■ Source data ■
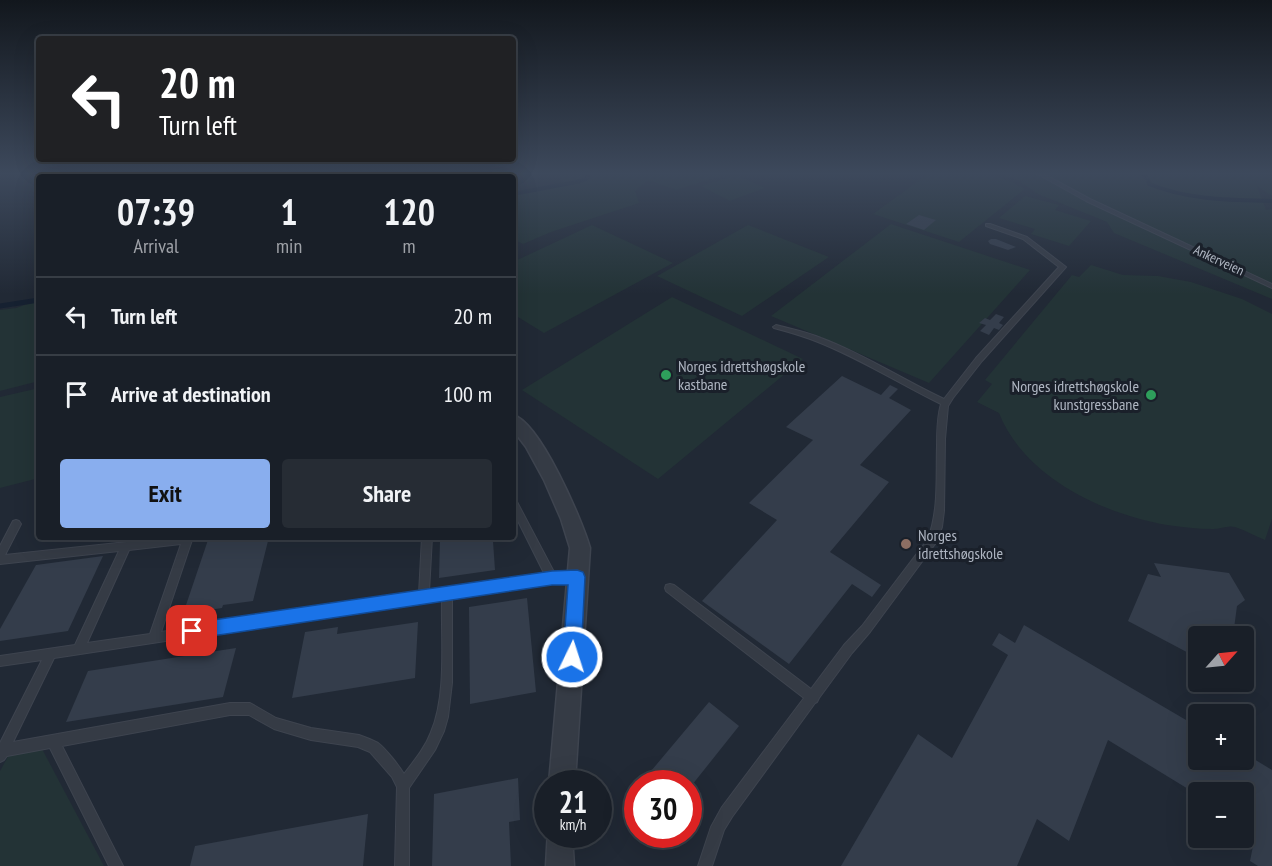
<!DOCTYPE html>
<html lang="en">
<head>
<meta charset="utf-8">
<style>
  body { margin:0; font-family:"PT Sans Narrow",sans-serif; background:#262c34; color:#f1f3f6; height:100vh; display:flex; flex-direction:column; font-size:22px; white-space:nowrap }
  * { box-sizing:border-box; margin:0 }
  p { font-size:20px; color:#9fa2a8 }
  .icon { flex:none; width:33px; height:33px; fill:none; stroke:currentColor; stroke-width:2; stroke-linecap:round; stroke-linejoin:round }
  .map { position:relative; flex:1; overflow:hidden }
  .drawer { position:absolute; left:36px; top:174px; width:480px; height:366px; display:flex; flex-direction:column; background:#191f28; border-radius:6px; box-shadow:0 6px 24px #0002,0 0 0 2px #373d45 }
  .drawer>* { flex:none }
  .hud { position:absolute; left:36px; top:36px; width:480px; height:126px; border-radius:6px; box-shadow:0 6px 24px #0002,0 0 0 2px #373d45; background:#202124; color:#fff; overflow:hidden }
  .needle { width:39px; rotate:63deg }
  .tools { position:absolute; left:1188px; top:626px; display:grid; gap:12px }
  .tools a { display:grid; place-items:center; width:66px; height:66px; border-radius:6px; background:#191f28; box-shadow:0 6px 24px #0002,0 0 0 2px #373d45; font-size:30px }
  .speed { position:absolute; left:534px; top:770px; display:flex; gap:12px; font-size:30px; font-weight:700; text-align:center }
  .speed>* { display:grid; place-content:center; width:78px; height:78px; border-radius:50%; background:#191f28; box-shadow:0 6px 24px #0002,0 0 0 2px #373d45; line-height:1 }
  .speed small { font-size:15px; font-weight:400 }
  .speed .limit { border:9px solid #d22; background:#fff; color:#111 }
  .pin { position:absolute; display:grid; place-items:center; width:51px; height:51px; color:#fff; margin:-26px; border-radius:12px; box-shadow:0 3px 9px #0006 }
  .me { position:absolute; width:66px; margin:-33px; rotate:4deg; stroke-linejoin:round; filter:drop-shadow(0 0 4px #0008) }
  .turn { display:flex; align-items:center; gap:21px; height:126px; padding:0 24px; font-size:27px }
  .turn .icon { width:78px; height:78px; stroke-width:2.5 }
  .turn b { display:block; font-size:42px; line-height:51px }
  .eta { display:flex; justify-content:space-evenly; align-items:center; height:102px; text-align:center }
  .eta b { font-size:36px; font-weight:700; line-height:42px }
  .primary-button { display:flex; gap:12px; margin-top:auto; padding:12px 24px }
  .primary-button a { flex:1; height:69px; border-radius:6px; background:#89aeee; color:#111; font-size:24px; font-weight:700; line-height:69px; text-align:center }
  .primary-button a+a { background:#262c34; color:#f1f3f6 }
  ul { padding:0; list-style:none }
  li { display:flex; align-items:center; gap:18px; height:78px; padding:0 24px; border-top:2px solid #373d45 }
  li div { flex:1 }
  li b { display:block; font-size:22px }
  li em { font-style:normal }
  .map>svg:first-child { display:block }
</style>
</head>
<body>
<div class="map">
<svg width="1272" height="866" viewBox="0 0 1272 866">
  <rect width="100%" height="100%" fill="#212935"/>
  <g fill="#233336">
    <path d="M557 172H733L676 190 648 180 635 191 639 203 551 232 523 244 513 239V195L563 182Z"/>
    <path d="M931 172C970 172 990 169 1025 189L959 242 873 214Z"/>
    <path d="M992 172H1256L1272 177V196L1257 186 1266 210 1272 209V299L1114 233 1107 222 1038 194 1016 179Z"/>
    <path d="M736 175 765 188 730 201 701 186Z"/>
    <path d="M1025 196 1059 205 1055 210 1091 221 1069 246 1031 234 1035 229 999 218Z"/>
    <path d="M891 224 1030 270 929 383 771 316Z"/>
    <path d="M592 225 673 263 544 333 513 314V262Z"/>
    <path d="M748 225 829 257 742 316 657 276Z"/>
    <path d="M1091 265 1123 275 1158 276 1191 282 1242 299 1272 314V519L1265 540C1255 536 1245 530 1235 527 1228 525 1220 529 1213 529 1197 529 1182 527 1167 525 1103 514 1024 477 999 413L977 402 992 384 985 380 1072 275 1079 277Z"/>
    <path d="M672 297 803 359 658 479 522 390Z"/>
    <path d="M39 300V381L0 391V310L16 308Z"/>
    <path d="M39 388V478L0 488V397Z"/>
    <path d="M41 747 104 866H0V771L10 753Z"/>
  </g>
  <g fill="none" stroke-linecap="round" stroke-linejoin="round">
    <g stroke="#162131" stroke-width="4">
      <path d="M1140 172 1148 179 1149 184C1188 200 1230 200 1272 201"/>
      <path d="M513 194 581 181 586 179 590 172"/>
    </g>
    <path stroke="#162131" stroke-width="5" d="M0 306 39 300"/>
  </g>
  <g fill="#343d4b">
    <path d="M919 215 936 220 924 230 906 224Z"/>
    <path d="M991 239H996L1016 247 1008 250 990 244 988 241Z"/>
    <path d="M996 314 1004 317 999 323 1003 325 999 330 994 328 989 335 980 331 986 325 979 323 985 318 990 320Z"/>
    <path d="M842 376 881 395 890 385 898 389 889 398 911 410 860 465 889 482 830 552 881 585 872 597 852 584 789 664 702 601 777 520 749 503 813 440 786 427Z"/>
    <path d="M209 537H269L253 601 223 605 222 608 202 611 204 605 185 608Z"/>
    <path d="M447 537H501V540L493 541 495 570 439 578 440 540Z"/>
    <path d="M103 556 68 631 0 641V629L36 565Z"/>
    <path d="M1154 563 1229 573 1245 600 1237 606 1233 636H1198V658L1128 621 1148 574 1161 577Z"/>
    <path d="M527 598 536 692 470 704 469 607Z"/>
    <path d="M418 622 415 678 292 698 305 632 338 627 337 634Z"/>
    <path d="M1024 625 1198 727V759H1244V753L1272 770V866H1258L1250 861 1256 831 1244 823V792H1198V795L1108 740 1069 841 1037 819 1017 866H841L918 734 952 758 1008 655 992 645 999 633 1015 643Z"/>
    <path d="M236 648 223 697 66 722 88 671Z"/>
    <path d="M709 702 739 726 688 790V783H641Z"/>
    <path d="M518 778 520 820 509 822 511 866H432L434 794Z"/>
    <path d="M368 814 363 866H190L195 846Z"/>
  </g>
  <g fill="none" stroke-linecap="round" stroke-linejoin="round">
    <defs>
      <g id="service">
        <path d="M1034 172H1040L1090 199 1272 284V288L1086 201Z"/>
        <path d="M986 224H990L1027 237 1066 267 982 361 953 398 948 406 945 439 944 511 942 527 935 544 870 632 852 653 819 698 817 702 815 703 732 817 724 830 712 866H698L711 827 722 807 804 698 666 591 665 588 666 585 670 584 674 585 811 689 844 645 862 626 928 539C939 509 936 478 937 446 937 432 937 417 941 404 900 384 861 359 818 342 803 336 789 332 774 328L773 327 776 325C791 329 807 332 821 338 864 354 903 380 944 399L976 358 1059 267 1023 239 986 226Z"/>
        <path d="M513 499 516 500 555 574 577 573 581 574 582 577 581 580 577 581 552 582 452 597V683L448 717 444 731 435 750 409 788V866H395L397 787 392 777 370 752 358 747 311 740 274 729 249 715H230L62 746 123 866H109L50 748 7 756 4 760 0 762V743L42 660 0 666V656L75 645 119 551 0 564V546L13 521 16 520 19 521 21 524 5 555 174 537H193L161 632 419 594 422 537H432L429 592 545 575 513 511ZM181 544 150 634 87 643 129 550ZM442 599C441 639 447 695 431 732 425 748 414 761 404 774 399 766 386 749 378 743 372 740 365 737 359 735L311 728 276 718 250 703H230L13 742 54 658Z"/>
      </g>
      <g id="minor">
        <path d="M513 415C540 422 582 520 590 548L575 783H549L570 548 561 519 544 480 526 447 513 430Z"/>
        <path d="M548 829V834H572L574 866H546Z"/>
      </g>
    </defs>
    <use href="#service" stroke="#3e444f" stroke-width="2"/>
    <use href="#minor" stroke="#3e444f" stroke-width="3"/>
    <use href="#service" fill="#353b45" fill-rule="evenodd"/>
    <use href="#minor" fill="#353b45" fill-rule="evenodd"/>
  </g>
  <linearGradient id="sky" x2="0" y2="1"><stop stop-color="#12171d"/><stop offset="0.59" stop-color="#3d495c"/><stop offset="1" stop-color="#3d495c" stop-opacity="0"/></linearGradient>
  <rect width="1272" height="294" fill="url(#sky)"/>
  <path fill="#1a73e8" stroke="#114b97" stroke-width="1.5" d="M577 570 583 572 585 577 581 657 579 663 572 665 566 663 563 657 568 585H552L192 639 186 637 183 631 186 626 192 623 552 571Z"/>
  <g fill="#2e9e5b" stroke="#1a202a" stroke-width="2">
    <circle cx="666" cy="375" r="6"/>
    <circle cx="1151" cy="395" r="6"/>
  </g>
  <circle fill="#8d6e63" stroke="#1a202a" stroke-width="2" cx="906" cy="544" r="6"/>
  <g text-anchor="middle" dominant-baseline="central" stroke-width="6" stroke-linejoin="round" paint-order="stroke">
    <g font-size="14" fill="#afb6c2" stroke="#1a202a">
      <text transform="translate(1219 260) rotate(25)">Ankerveien</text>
    </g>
    <g font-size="16" fill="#afb6c2" stroke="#1a202a" text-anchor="start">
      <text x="678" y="366">Norges idrettshøgskole<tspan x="678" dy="18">kastbane</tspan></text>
      <text x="1139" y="386" text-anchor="end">Norges idrettshøgskole<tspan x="1139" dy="18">kunstgressbane</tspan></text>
      <text x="918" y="535">Norges<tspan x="918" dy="18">idrettshøgskole</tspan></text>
    </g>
  </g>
</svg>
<div class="tools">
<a><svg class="needle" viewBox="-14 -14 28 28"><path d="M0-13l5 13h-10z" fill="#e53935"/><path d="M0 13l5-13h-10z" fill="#9fa2a8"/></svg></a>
<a>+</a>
<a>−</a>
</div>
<div class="speed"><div>21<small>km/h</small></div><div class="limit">30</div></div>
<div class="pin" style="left:192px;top:631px;background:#d93025"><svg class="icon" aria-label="arrive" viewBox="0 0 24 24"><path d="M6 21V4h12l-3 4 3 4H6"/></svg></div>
<svg class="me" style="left:572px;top:657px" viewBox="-20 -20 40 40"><circle r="17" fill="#1a73e8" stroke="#fff" stroke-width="3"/><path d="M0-11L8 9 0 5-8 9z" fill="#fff"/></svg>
<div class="hud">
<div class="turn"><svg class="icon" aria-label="left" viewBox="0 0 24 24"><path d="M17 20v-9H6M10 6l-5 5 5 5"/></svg><div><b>20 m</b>Turn left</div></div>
</div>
<section class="drawer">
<div class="eta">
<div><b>07:39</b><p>Arrival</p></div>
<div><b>1</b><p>min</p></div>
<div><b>120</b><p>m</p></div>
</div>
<ul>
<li><svg class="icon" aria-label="left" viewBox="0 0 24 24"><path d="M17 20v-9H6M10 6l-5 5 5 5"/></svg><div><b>Turn left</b></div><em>20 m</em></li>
<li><svg class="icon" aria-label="arrive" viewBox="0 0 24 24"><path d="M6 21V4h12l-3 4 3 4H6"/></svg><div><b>Arrive at destination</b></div><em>100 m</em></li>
</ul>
<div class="primary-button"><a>Exit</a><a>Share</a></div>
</section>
</div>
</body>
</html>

■ AIM OF THE EXERCISE ■
From the first line of the records down through the line containing "position:relative; flex:1; overflow:hidden", transcribe exactly those lines and no others, both ends kept, pictures dropped.

■ RESPONSE ■
<!DOCTYPE html>
<html lang="en">
<head>
<meta charset="utf-8">
<style>
  body { margin:0; font-family:"PT Sans Narrow",sans-serif; background:#262c34; color:#f1f3f6; height:100vh; display:flex; flex-direction:column; font-size:22px; white-space:nowrap }
  * { box-sizing:border-box; margin:0 }
  p { font-size:20px; color:#9fa2a8 }
  .icon { flex:none; width:33px; height:33px; fill:none; stroke:currentColor; stroke-width:2; stroke-linecap:round; stroke-linejoin:round }
  .map { position:relative; flex:1; overflow:hidden }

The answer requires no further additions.